Dans le cadre de la loi de finances, la redevance pour pollutions diffuses a été révisée pour prendre en compte la dangerosité des produits phytopharmaceutiques. "En particulier, la taxation à compter du 1er janvier 2019 des substances cancérogènes, mutagènes et reprotoxiques (CMR) de catégorie 1 (caractère CMR avéré) et 2 (caractère CMR probable) est passée de 5,1 euros par kg de substance active à 9 euros. Une surtaxe de 2,5 euros par kg et 5 euros par kg est applicable aux substances respectivement soumises à substitution (qui devraient être remplacées lorsqu'il existe des alternatives plus sûres et économiquement viables) ou à exclusion (ces substances ne devraient plus être approuvées compte tenu de leur profil toxicologique)", précise le rapport. Ces nouvelles dispositions devraient engendrer 50 M€ de recettes supplémentaires aux agences de l'eau en 2020.
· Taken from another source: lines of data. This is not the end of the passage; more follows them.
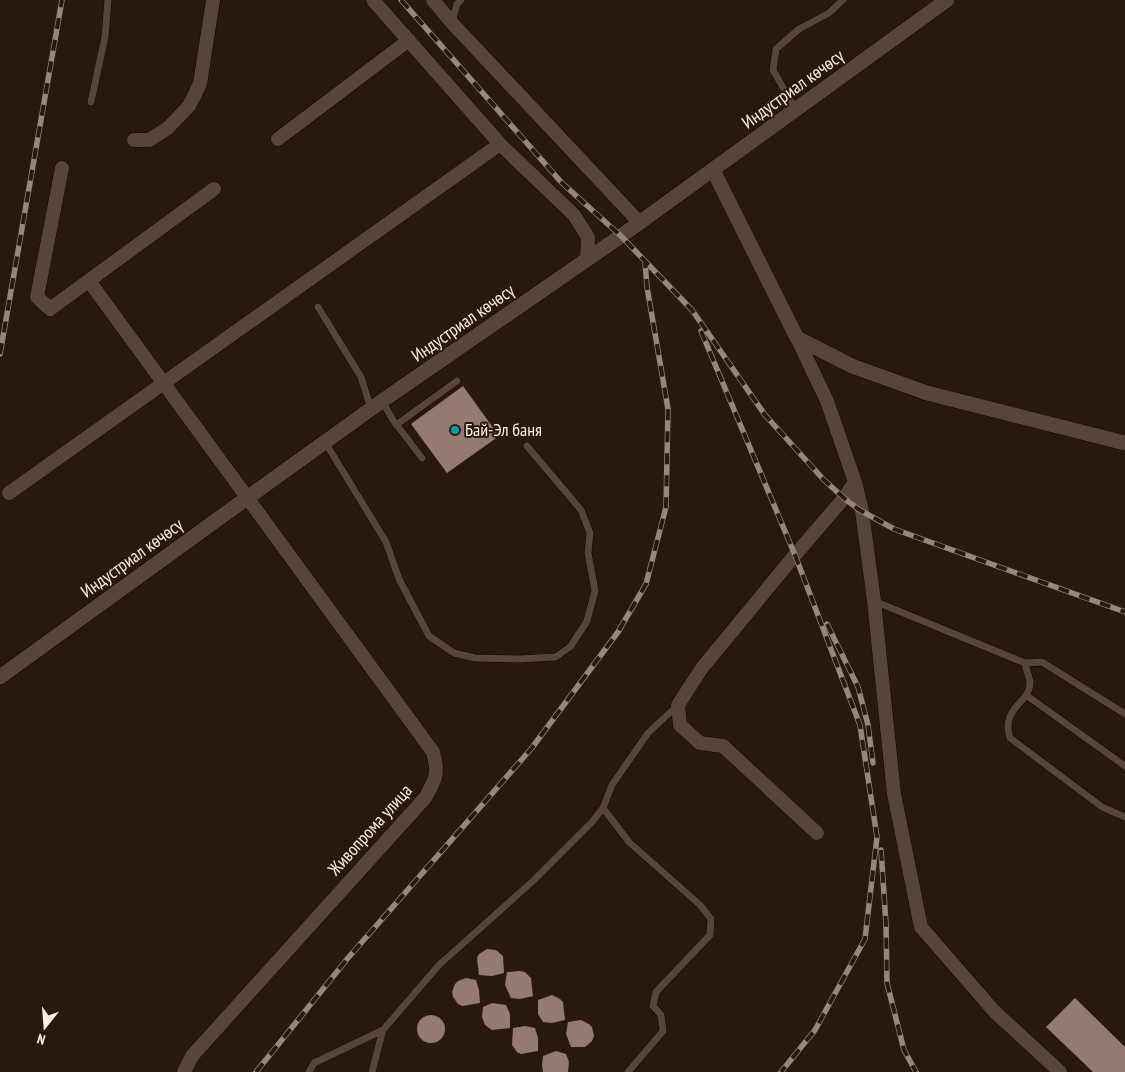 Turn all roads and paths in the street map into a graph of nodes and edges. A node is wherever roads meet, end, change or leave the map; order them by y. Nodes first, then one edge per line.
1 (108, 0) edge
2 (213, 0) edge
3 (373, 0) edge
4 (433, 0) edge
5 (461, 0) edge
6 (843, 0) edge
7 (947, 0) edge
8 (452, 22) junction
9 (409, 40) junction
10 (91, 102) dead end
11 (796, 110) junction
12 (278, 139) dead end
13 (134, 140) dead end
14 (500, 144) junction
15 (62, 168) dead end
16 (713, 170) junction
17 (214, 189) dead end
18 (640, 223) junction
19 (587, 260) junction
20 (89, 281) junction
21 (318, 307) dead end
22 (797, 338) junction
23 (457, 381) dead end
24 (163, 383) junction
25 (377, 405) junction
26 (396, 425) junction
27 (326, 442) junction
28 (1125, 443) edge
29 (527, 446) dead end
30 (422, 458) dead end
31 (855, 482) junction
32 (9, 493) dead end
33 (247, 498) junction
34 (874, 601) junction
35 (1025, 663) junction
36 (0, 677) edge
37 (1026, 695) junction
38 (678, 705) junction
39 (1125, 714) edge
40 (1125, 766) edge
41 (603, 808) junction
42 (1125, 818) edge
43 (818, 833) dead end
44 (383, 1030) junction
45 (184, 1072) edge
46 (309, 1072) edge
47 (372, 1072) edge
48 (628, 1072) edge
49 (1060, 1072) edge

1 - 10 lane
2 - 13 street
3 - 9 street
4 - 8 street
5 - 8 lane
6 - 11 lane
7 - 11 main road, Индустриал көчөсү
8 - 18 street
9 - 12 street
9 - 14 street
11 - 16 main road, Индустриал көчөсү
14 - 19 street
14 - 24 street
15 - 20 street
16 - 18 main road, Индустриал көчөсү
16 - 22 main road
17 - 20 street
18 - 19 main road, Индустриал көчөсү
19 - 25 main road, Индустриал көчөсү
20 - 24 street, Живопрома улица
21 - 25 lane
22 - 28 main road
22 - 31 street
23 - 26 lane
24 - 32 street
24 - 33 street, Живопрома улица
25 - 26 lane
25 - 27 main road, Индустриал көчөсү
26 - 30 lane
27 - 29 lane
27 - 33 main road, Индустриал көчөсү
31 - 34 street
31 - 38 street
33 - 36 main road, Индустриал көчөсү
33 - 45 street, Живопрома улица
34 - 35 lane
34 - 49 street
35 - 37 lane
35 - 39 lane
37 - 40 lane
37 - 42 lane
38 - 41 lane
38 - 43 street
41 - 44 lane
41 - 48 lane
44 - 46 lane
44 - 47 lane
Le décret du 16 avril 2019 définit une procédure d'évaluation et d'autorisation allégée pour les substances naturelles à usage biostimulant et aux préparations naturelles peu préoccupantes (PNPP) en contenant. "Un cahier des charges en ce sens est en cours de mise au point", précise le délégué.
De nouveaux textes attendus à l'automne
Enfin, la loi Egalim prévoit la mise en place de chartes départementales pour protéger les riverains lors des traitements. Elles devraient prévoir des distances minimales à respecter (zones de non traitement), des matériels d'épandage à utiliser et une information préalable des riverains avant les épandages. Des projets de décret et d'arrêté devraient prochainement être soumis à consultation du public, puis notifiés à la Commission européenne pour une publication d'ici la fin de l'année.
Concernant l'impact des substances sur les insectes pollinisateurs, des propositions d'évolutions réglementaires seront soumises au groupe de travail dédié à cette question et mis en place en mars dernier. Il s'agira de réviser l'arrêté du 28 novembre 2003 relatif aux conditions d'utilisation des insecticides et acaricides en vue de protéger les abeilles et autres insectes pollinisateurs.
La stratégie nationale de déploiement du biocontrôle, prévue par la loi Egalim, devrait être soumise à consultation du public ce mois-ci.
Glyphosate : bientôt un point sur l'engagement des filières
Concernant la sortie du glyphosate, l'Anses participera au processus européen de réévaluation de la substance, dont l'échéance d'approbation est fixée à fin 2022. Elle réalise également "une évaluation comparative des produits contenant du glyphosate pour lesquels un renouvellement des autorisations de mise sur le marché (AMM) est demandé (...). A l'issue de cette évaluation comparative, ne pourront être maintenues que les utilisations sans alternative ne présentant pas de risque supérieur et qui seront sans impact technique ou économique majeur", précise le délégué. Une étude expérimentale sur la cancérogénicité du glyphosate va être lancée. Les résultats sont attendus sous 18 mois.
Par ailleurs, des projets de recherche et innovation sont soutenus pour lever les impasses techniques à la sortie du glyphosate. "Trois projets d'expérimentation concernant la sortie du glyphosate pour la viticulture, les grandes cultures en général et l'agriculture de conservation en particulier ont été retenus pour un budget de près de 1 million d'euros".
Enfin, le gouvernement devrait communiquer à l'automne sur l'engagement des filières dans la sortie du glyphosate et la réduction des phytosanitaires.